- The Washington Times - Friday, March 3, 2000

Acting Russian President Vladimir Putin faces a mounting political and administrative headache in Chechnya, as his troops move against the last large-scale pockets of resistance in the breakaway republic.
Mr. Putin and his aides Thursday firmly rejected talks with rebel leader Aslan Maskhadov, elected president of the independent Chechen government established after the 1994-96 war with Russia, saying that Mr. Maskhadov and other rebel leaders first must face criminal charges for their role in the war.
"Maskhadov must first appear before the general prosecutor for questioning," Mr. Putin told reporters in Moscow Thursday.
He said Chechen rebel leaders must answer charges related to numerous kidnappings of foreigners that have plagued the region in recent years.
But analysts said the long history of Chechen resistance to rule by Moscow suggested that the hard-line stance of Mr. Putin and his generals would not subdue the rebels or crush the push for independence.
"The Russian conflict in Chechnya has been going on for 200 years and flares up again in almost every generation," said Ariel Cohen, an expert on Russia at the Heritage Foundation. "It's naive in the extreme to believe the fighting is now forever at an end."
He said the most recent fighting will be particularly hard for Mr. Putin to contain because the Chechen cause has become internationalized for the first time by attracting sympathy from militant Islamic groups outside the region.
"The war, in the direct sense, may be over soon, but armed resistance will carry on for a long time," said Alexei Malashenko, a Caucasus expert with the Carnegie Endowment's Moscow research center. "In the situation of a totally ruined territory and extremely high social tension, [renewed fighting] is possible."

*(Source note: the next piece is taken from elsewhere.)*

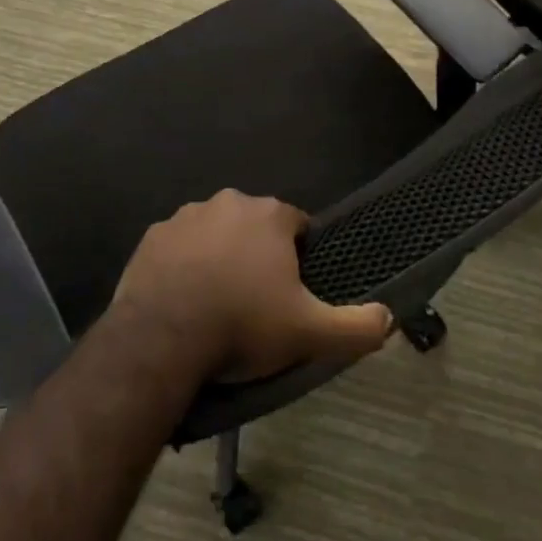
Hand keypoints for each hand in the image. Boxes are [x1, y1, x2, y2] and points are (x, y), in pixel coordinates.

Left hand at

Russian television reported Thursday that Chechen attackers killed 12 security policemen and injured 31 near the Chechen capital, Grozny, in the kind of hit-and-run ambush that bedeviled Russian forces during their disastrous 1994-96 incursion into Chechnya.
Despite overrunning Grozny last month and the strategic southern town of Shatoi on Monday, Russian forces were not able to capture Mr. Maskhadov or other top Chechen fighters, including the guerrilla commanders Shamil Basayev and Khattab.

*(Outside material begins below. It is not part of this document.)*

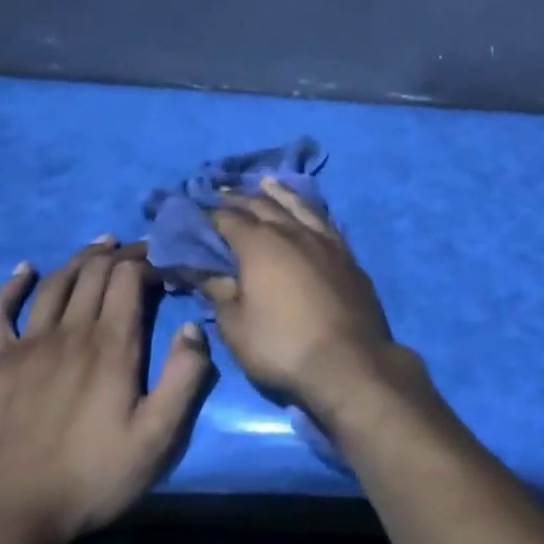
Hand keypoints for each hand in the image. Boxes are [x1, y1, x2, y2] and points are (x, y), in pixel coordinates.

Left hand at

Having escaped the siege of Grozny, the major Chechen leaders have split up and are leading smaller forces.
Mr. Maskhadov, whose pleas for a negotiated settlement to the fighting have been brushed off by Moscow, said in an interview broadcast on Radio Liberty Thursday that the "fighting will go on for a long time to come."
"Out of 25,000 volunteers who took up arms, 23,000 remain," the Chechen president said. Russian generals estimate that fewer than one-tenth that many rebels remain in the field, holed up in the republic's southern hill country, which has been the traditional staging ground for Chechen resistance movements.
Russian Gen. Vadim Timchenko Thursday dismissed the prospect of a protracted guerrilla war in Chechnya.
"In order to conduct a partisan war, you need one condition: the support of the local population," Gen. Timchenko, deputy commander of Russia's forces in the North Caucasus, told reporters at a Russian military base near Grozny.
He said that more than half the Chechen population supports the federal forces. "If the army stays here until the situation becomes fully stable, then this percentage will grow and the basis for partisan activity will disappear," the general said.
The Russian government has already turned its attention to the postwar situation, announcing on Wednesday that it will shift control of the Chechen operation from the Defense Ministry to police forces under the direction of the Interior Ministry.
Sergei Yastrzhembsky, Mr. Putin's spokesman on the war, said on Wednesday that Chechnya will have far less autonomy than what Mr. Maskhadov's government achieved in the cease-fire accord after the 1996 war.
"Chechnya will have no special status," Mr. Yastrzhembsky said. "It will have the same status as other Russian republics," with what the spokesman called "a sufficient degree of autonomy."
But analysts say Mr. Putin will be hard-pressed to find the money needed to rebuild Chechnya's shattered economy or to find credible Chechen partners willing to work with his government. Pro-Moscow Chechens, many living in Moscow and other Russian cities, are not seen as legitimate Chechen leaders by Russia's Western critics.
Economic hardship and the Chechens' long history of rebellion pose major challenges for Mr. Putin, analysts Graham Fuller of the RAND Corp. and Lehigh University's Rajan Menon wrote in the most recent issue of the journal Foreign Affairs.
"In the North Caucasian mosaic, Moscow may temporarily keep rival groups off balance," they wrote. "But it is only a matter of time before people realize that Russia seeks control but shirks responsibility for fundamental problems."

This article is based in part on wire service reports.